[AIM OF THE EXERCISE]:
Where does the string "Rudzka" occur in the entries below? Copy every line where it does.

[ENTRIES PROVIDED]:
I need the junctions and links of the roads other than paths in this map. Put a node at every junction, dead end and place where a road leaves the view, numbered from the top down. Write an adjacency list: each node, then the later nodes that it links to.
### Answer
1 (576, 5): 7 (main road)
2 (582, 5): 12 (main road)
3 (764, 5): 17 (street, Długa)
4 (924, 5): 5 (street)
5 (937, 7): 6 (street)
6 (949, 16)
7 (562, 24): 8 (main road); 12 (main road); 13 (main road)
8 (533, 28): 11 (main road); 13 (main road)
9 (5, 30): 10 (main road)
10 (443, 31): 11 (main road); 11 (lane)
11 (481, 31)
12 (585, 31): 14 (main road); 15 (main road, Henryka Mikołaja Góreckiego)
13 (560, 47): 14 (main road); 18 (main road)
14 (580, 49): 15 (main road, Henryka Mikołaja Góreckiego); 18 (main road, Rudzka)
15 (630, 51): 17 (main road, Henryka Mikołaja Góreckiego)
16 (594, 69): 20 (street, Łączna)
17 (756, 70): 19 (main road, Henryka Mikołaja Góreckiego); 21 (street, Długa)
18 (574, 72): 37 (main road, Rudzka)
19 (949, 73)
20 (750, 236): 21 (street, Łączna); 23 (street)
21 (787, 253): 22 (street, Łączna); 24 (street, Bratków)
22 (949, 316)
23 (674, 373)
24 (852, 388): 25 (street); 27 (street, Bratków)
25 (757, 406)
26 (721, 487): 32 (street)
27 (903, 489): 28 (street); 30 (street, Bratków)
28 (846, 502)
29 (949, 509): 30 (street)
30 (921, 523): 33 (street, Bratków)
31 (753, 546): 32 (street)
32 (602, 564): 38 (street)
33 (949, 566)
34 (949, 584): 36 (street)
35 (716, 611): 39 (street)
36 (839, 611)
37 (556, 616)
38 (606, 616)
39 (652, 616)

[RESULT OF THIS TASK]:
14 (580, 49): 15 (main road, Henryka Mikołaja Góreckiego); 18 (main road, Rudzka)
18 (574, 72): 37 (main road, Rudzka)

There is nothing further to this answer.